The second version tried to use the VNC approach developed years ago by AT&T and open sourced. The open source implementation glitched just a bit much for my liking. Various companies white labelled VNC in those days; not sure they fed back all their fixes. But the raw VNC protocol has a lot of good compression ideas specific to the screen sharing domain and documented in papers. People also tunneled VNC over SSH. I jerryrigged an HTTPS tunnel of sorts.

After a while I started to suspect if I wanted to get higher frame rates I should use a more modern screen sharing oriented Microsoft-based/specific codec. But it wasn't my skillet so I never actually went down that route.
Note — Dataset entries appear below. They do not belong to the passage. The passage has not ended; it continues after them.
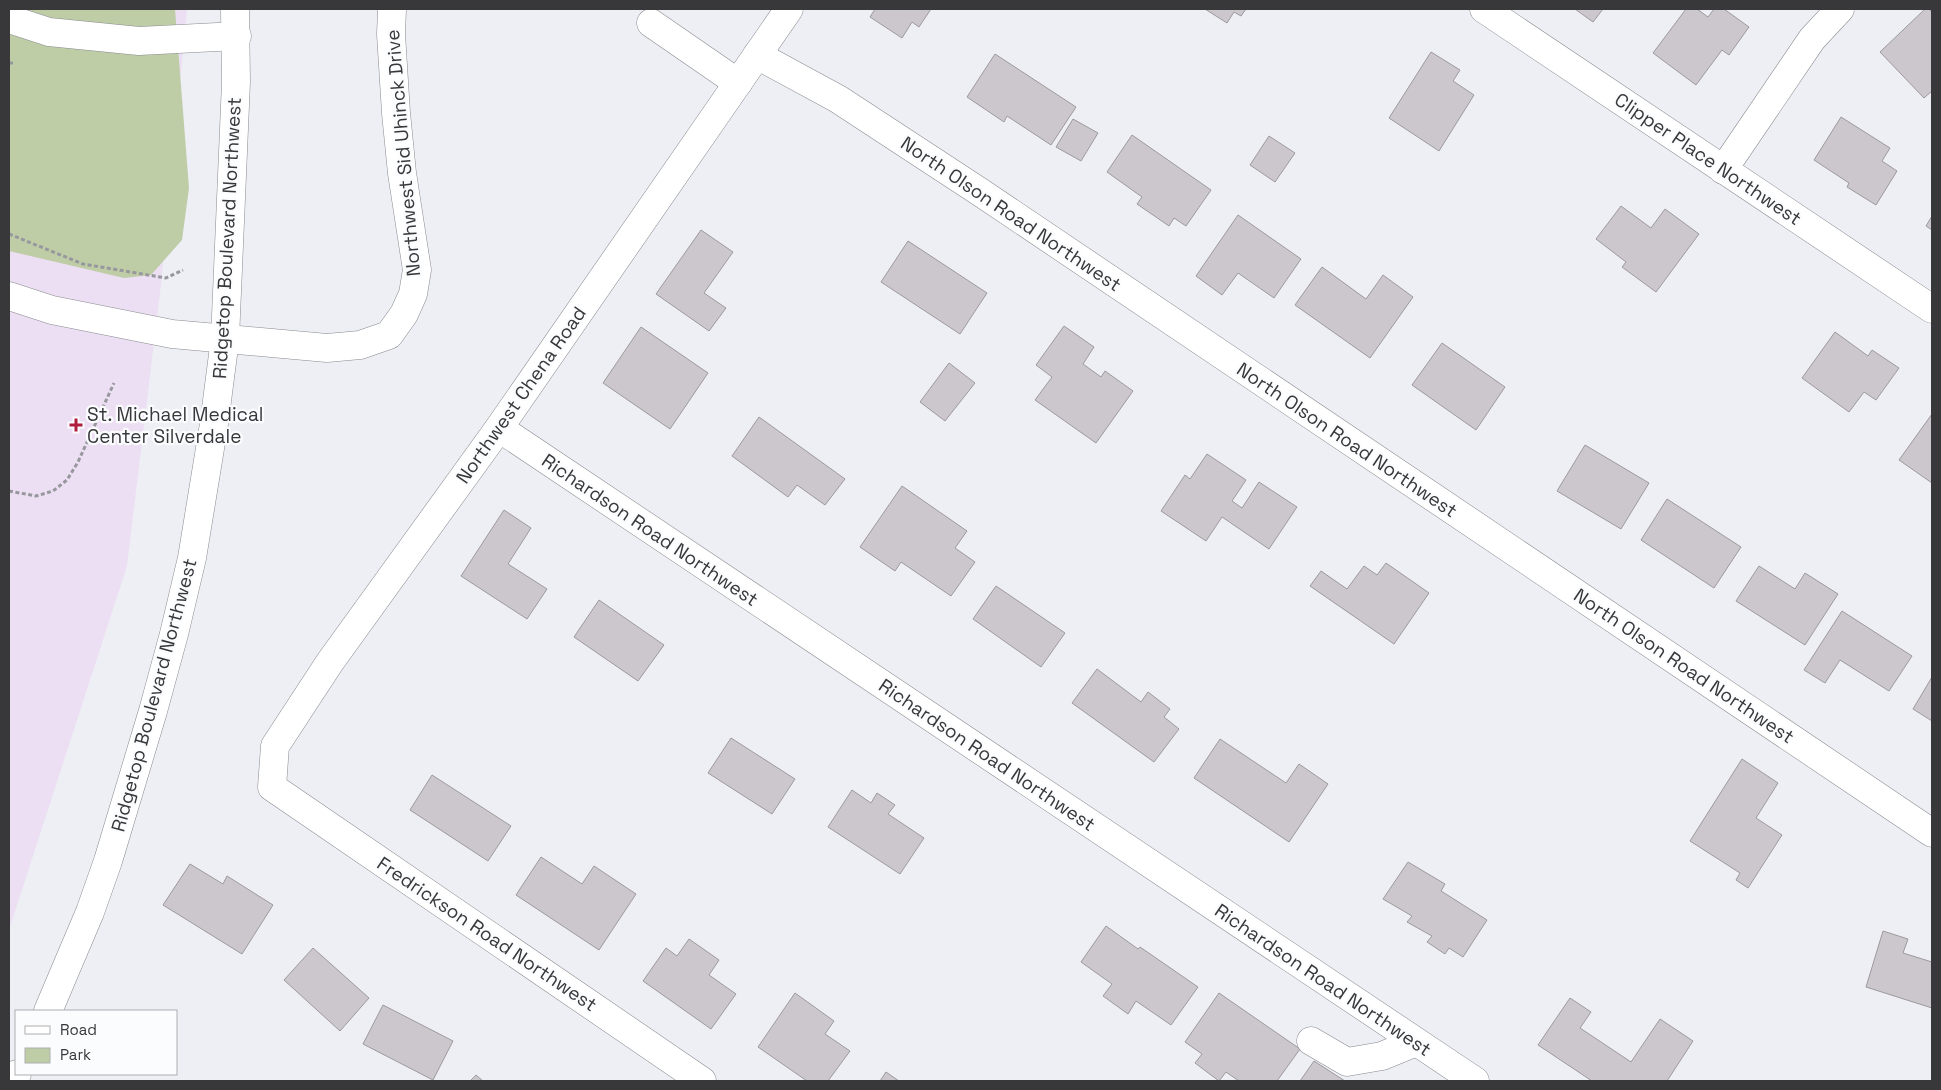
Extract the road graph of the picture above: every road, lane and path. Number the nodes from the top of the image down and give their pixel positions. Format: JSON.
{"nodes":[{"id":1,"x":235,"y":9,"type":"edge"},
{"id":2,"x":392,"y":9,"type":"edge"},
{"id":3,"x":789,"y":9,"type":"edge"},
{"id":4,"x":1484,"y":9,"type":"edge"},
{"id":5,"x":1840,"y":9,"type":"edge"},
{"id":6,"x":9,"y":19,"type":"edge"},
{"id":7,"x":651,"y":23,"type":"dead end"},
{"id":8,"x":237,"y":36,"type":"junction"},
{"id":9,"x":757,"y":56,"type":"junction"},
{"id":10,"x":9,"y":63,"type":"edge"},
{"id":11,"x":14,"y":63,"type":"dead end"},
{"id":12,"x":738,"y":83,"type":"junction"},
{"id":13,"x":1723,"y":170,"type":"junction"},
{"id":14,"x":9,"y":234,"type":"edge"},
{"id":15,"x":183,"y":270,"type":"dead end"},
{"id":16,"x":9,"y":296,"type":"edge"},
{"id":17,"x":1932,"y":309,"type":"edge"},
{"id":18,"x":225,"y":339,"type":"junction"},
{"id":19,"x":114,"y":383,"type":"dead end"},
{"id":20,"x":499,"y":428,"type":"junction"},
{"id":21,"x":9,"y":491,"type":"edge"},
{"id":22,"x":272,"y":787,"type":"joint"},
{"id":23,"x":1932,"y":833,"type":"edge"},
{"id":24,"x":48,"y":1010,"type":"edge"},
{"id":25,"x":1311,"y":1042,"type":"dead end"},
{"id":26,"x":1416,"y":1042,"type":"junction"},
{"id":27,"x":702,"y":1081,"type":"edge"},
{"id":28,"x":1475,"y":1081,"type":"edge"}],
"edges":[{"from":1,"to":8,"type":"street","name":"Ridgetop Boulevard Northwest"},
{"from":2,"to":18,"type":"street","name":"Northwest Sid Uhinck Drive"},
{"from":3,"to":9,"type":"street","name":"Northwest Chena Road"},
{"from":4,"to":13,"type":"street","name":"Clipper Place Northwest"},
{"from":5,"to":13,"type":"street"},
{"from":6,"to":8,"type":"street"},
{"from":7,"to":12,"type":"street"},
{"from":8,"to":18,"type":"street","name":"Ridgetop Boulevard Northwest"},
{"from":9,"to":12,"type":"street","name":"Northwest Chena Road"},
{"from":9,"to":23,"type":"street","name":"North Olson Road Northwest"},
{"from":10,"to":11,"type":"path"},
{"from":12,"to":20,"type":"street","name":"Northwest Chena Road"},
{"from":13,"to":17,"type":"street","name":"Clipper Place Northwest"},
{"from":14,"to":15,"type":"path"},
{"from":16,"to":18,"type":"street","name":"Northwest Sid Uhinck Drive"},
{"from":18,"to":24,"type":"street","name":"Ridgetop Boulevard Northwest"},
{"from":19,"to":21,"type":"path"},
{"from":20,"to":22,"type":"street","name":"Northwest Chena Road"},
{"from":20,"to":26,"type":"street","name":"Richardson Road Northwest"},
{"from":22,"to":27,"type":"street","name":"Fredrickson Road Northwest"},
{"from":25,"to":26,"type":"street"},
{"from":26,"to":28,"type":"street","name":"Richardson Road Northwest"}]}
But I'd recommend researching using others screen-optimized lossless codecs, open or closed, so you don't reinvent the wheel on that side of things if you're serious about reducing bandwidth.




If you are serious about reducing bandwidth, why would you stick to lossless codecs?


User experience wasn't great.

Font quality with lossy codecs generally looked too lousy back when I tried it at various settings. Screensharing unlike videos is very text centric.

I'd be willing to do the right kind of lossy but jpeg discrete cosines back then wasn't it.


I use many screen sharing apps and none of them have this issue. They do the lossy compression by reducing the number of colors (gradients become bands) not by JPEG-style discrete cosines.


I agree. I missed the thrust of your disagreement and overstated the importance of lossless vs screensharing-oriented codecs.